At POTW Doggy Care, there is a need for a new outdoor dog run space. The layout of the dog run space is represented by \(PQRSTU\) in the diagram below.
The lengths of the two longer sides, \(QR\) and \(RS\), are to be the same, and the lengths of the two shorter sides, \(PQ\) and \(ST\), are to be the same. There will be right angles at each corner.
The dog run space is to be built using a fence along \(PQ\), \(QR\), \(RS\), and \(ST\), and using the walls of the daycare along \(PU\) and \(TU\). The total fencing to be used is \(30\text{ m}\). Determine the dimensions of the dog run space that will give the maximum area for the dog run.
Extend \(PU\) to \(RS\), letting the intersection point be \(V\). Then \(PV \perp RS\).
Let \(x\) represent the lengths, in metres, of both \(PQ\) and \(ST\). Let \(y\) represent the lengths, in metres, of both \(QR\) and \(RS\). Since \(PQRV\) is a rectangle, \(RV=PQ=x\) and \(VS=RS-RV=y-x\).
The total length of fencing from \(P\) to \(Q\) to \(R\) to \(S\) to \(T\) is \[PQ+QR+RS+ST=x+y+y+x=2x+2y\] Since the total amount of fencing used is \(30\text{ m}\), we have \(2x+2y=30\). Thus, \(x+y=15\) and \(y=15-x\). \[\begin{aligned} \text{Area of dog run}&=\text{Area }PQRV +\text{Area }VSTU\\ &=QR \times RV+VS \times ST\\ &=yx+(y-x)x\\ &= 2xy - x^2 \end{aligned}\] Substituting \(y=15-x\), this becomes \[\begin{aligned} \text{Area of dog run}&=2x(15-x)-x^2\\ &=30x-2x^2-x^2\\ &=-3x^2+30x \end{aligned}\] Completing the square, we have \[\begin{aligned} \text{Area of dog run}&=-3(x^2-10x)\\ &=-3(x^2-10x+5^2-5^2)\\ &=-3(x^2-10x+25)+75\\ &=-3(x-5)^2+75 \end{aligned}\]

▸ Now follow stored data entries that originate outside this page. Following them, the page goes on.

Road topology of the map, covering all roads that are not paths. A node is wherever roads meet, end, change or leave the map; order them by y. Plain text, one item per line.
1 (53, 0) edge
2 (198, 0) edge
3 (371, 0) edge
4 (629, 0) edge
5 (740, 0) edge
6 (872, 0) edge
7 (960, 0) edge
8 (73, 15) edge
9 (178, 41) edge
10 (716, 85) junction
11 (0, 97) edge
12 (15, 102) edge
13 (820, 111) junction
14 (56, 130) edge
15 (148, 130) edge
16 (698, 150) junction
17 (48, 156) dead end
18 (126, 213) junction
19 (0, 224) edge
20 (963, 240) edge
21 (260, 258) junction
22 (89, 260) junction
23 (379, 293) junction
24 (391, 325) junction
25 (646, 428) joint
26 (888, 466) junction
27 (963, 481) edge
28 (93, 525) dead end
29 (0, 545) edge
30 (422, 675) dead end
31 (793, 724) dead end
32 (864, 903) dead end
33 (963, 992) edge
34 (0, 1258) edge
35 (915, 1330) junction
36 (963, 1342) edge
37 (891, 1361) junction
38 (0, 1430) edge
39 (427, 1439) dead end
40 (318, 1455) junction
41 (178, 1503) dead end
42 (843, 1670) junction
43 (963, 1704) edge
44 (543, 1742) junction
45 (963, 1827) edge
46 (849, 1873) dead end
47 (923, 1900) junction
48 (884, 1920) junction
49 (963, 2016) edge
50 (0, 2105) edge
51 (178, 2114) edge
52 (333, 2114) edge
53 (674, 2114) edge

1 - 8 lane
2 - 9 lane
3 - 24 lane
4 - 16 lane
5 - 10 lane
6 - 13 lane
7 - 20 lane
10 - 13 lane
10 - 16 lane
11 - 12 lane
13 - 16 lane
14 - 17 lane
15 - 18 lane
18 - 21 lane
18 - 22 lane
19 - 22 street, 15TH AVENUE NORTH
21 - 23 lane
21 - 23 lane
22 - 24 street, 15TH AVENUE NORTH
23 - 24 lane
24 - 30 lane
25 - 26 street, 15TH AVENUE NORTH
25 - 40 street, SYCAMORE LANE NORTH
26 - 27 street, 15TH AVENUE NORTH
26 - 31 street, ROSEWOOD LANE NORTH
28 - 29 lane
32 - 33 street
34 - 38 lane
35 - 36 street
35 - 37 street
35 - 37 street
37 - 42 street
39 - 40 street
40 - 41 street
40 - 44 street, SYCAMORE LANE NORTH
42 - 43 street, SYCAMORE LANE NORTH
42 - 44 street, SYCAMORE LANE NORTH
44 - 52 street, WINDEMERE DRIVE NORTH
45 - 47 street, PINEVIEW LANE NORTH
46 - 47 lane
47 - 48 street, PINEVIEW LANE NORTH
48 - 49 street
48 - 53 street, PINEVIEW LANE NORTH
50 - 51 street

This is the equation of a parabola which opens down from a vertex of \((5,75)\). Thus, the maximum area is \(75 \text{ m}^2\), and occurs when \(x=5\text{ m}\). When \(x=5\), we have \(y=15-x=15-5=10\text{ m}\).
Therefore, if \(QR = RS = 10\text{ m}\) and \(PQ = ST =5\text{ m}\), this gives a maximum area of \(75 \text{ m}^2\).